An anderer Stelle nennt Kehlmann den Geehrten eine „veritable Rushdie-Romanfigur“, und ein bisschen sieht dieser inzwischen wirklich so aus. Für seinen Laudator ist er „unbestritten einer der großen Erzähler der Literaturgeschichte und der vielleicht wichtigste Verteidiger der Freiheit von Kunst und Rede in unserer Zeit“. Vor allem aber sei er ein weiser, neugieriger, heiterer und gütiger Mensch und somit der würdigste Träger, den es für diese Auszeichnung, die ja als Friedenspreis ausdrücklich nicht nur künstlerische, sondern auch humanistische Größe auszeichne, überhaupt hätte geben können.
Rushdie bekommt den Friedenspreis aus den Händen der Vorsteherin des Deutschen Buchhandels, Karin Schmidt-Friderichs, „für seine Unbeugsamkeit, seine Lebensbejahung und dafür, dass er mit seiner Erzählfreude die Welt bereichert“, wie es im Urkundentext heißt.

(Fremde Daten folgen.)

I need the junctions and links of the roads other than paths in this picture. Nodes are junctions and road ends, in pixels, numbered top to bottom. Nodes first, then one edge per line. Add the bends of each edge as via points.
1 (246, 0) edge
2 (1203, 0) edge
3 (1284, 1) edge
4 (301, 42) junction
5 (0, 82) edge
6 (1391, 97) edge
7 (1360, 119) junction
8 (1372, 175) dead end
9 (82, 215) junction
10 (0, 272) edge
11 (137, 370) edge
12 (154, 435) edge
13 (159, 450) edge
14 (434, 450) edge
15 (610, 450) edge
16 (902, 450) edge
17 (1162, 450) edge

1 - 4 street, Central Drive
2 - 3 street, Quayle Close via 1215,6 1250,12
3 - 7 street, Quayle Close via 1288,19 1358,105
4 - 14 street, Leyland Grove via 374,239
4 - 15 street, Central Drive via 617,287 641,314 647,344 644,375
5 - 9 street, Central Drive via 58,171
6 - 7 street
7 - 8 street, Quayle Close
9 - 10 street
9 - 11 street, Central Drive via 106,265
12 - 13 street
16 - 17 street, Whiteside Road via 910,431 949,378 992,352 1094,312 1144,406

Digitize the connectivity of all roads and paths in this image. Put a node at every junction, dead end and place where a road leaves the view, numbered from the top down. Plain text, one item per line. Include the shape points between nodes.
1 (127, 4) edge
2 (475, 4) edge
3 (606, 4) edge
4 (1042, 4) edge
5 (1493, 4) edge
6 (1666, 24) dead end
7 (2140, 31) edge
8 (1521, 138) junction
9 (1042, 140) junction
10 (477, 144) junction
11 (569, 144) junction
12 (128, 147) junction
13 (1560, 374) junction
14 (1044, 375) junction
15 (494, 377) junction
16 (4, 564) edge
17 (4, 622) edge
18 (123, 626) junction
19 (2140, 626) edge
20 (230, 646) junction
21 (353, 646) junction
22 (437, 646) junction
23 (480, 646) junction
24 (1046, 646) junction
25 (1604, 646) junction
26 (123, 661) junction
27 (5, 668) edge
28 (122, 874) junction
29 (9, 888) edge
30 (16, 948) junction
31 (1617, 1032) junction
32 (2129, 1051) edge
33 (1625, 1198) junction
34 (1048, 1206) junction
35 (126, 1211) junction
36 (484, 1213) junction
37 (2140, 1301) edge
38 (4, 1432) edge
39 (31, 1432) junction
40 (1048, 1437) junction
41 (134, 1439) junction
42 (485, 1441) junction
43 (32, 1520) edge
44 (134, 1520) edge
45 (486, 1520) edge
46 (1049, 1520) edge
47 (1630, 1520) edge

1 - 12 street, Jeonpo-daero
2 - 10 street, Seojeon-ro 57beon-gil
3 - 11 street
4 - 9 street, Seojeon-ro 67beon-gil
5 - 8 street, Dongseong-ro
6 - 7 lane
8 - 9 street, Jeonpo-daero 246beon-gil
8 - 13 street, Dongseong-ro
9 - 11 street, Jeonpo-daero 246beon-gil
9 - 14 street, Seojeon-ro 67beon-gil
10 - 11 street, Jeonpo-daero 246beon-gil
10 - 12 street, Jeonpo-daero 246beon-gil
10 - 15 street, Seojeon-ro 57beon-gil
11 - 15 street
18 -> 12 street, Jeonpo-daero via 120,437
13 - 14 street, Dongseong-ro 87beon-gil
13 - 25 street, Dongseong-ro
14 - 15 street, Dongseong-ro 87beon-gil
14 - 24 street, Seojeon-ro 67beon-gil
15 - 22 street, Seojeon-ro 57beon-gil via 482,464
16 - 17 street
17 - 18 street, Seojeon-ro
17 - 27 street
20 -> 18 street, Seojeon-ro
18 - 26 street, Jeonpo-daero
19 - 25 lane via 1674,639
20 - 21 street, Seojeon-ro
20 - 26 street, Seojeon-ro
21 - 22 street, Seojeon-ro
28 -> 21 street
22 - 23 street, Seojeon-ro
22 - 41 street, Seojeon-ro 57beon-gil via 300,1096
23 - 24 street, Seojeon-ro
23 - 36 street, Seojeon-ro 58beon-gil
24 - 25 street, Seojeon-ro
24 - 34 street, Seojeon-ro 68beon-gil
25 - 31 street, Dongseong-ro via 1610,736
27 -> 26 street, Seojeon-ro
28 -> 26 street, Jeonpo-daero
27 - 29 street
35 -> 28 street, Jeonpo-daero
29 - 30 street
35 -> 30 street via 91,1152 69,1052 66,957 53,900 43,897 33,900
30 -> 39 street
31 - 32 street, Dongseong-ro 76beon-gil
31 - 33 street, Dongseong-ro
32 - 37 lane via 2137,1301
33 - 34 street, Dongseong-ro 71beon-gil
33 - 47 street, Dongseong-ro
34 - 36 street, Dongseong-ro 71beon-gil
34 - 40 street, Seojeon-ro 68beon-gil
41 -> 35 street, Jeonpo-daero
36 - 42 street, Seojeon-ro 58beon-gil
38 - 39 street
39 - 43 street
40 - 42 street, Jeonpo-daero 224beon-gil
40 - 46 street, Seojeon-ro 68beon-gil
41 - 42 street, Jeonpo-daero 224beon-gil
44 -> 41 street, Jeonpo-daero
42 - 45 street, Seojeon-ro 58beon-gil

Dass er sich seinen Kampf für die Freiheit des Wortes nicht selbst ausgesucht hat, macht Rushdie in seiner Dankesrede deutlich. Das Schicksal in Form islamistischer Fundamentalisten hat ihm diese Rolle aufgedrängt. Er selbst hätte sich beileibe ein friedlicheres Leben gewünscht. Und wir ihm auch.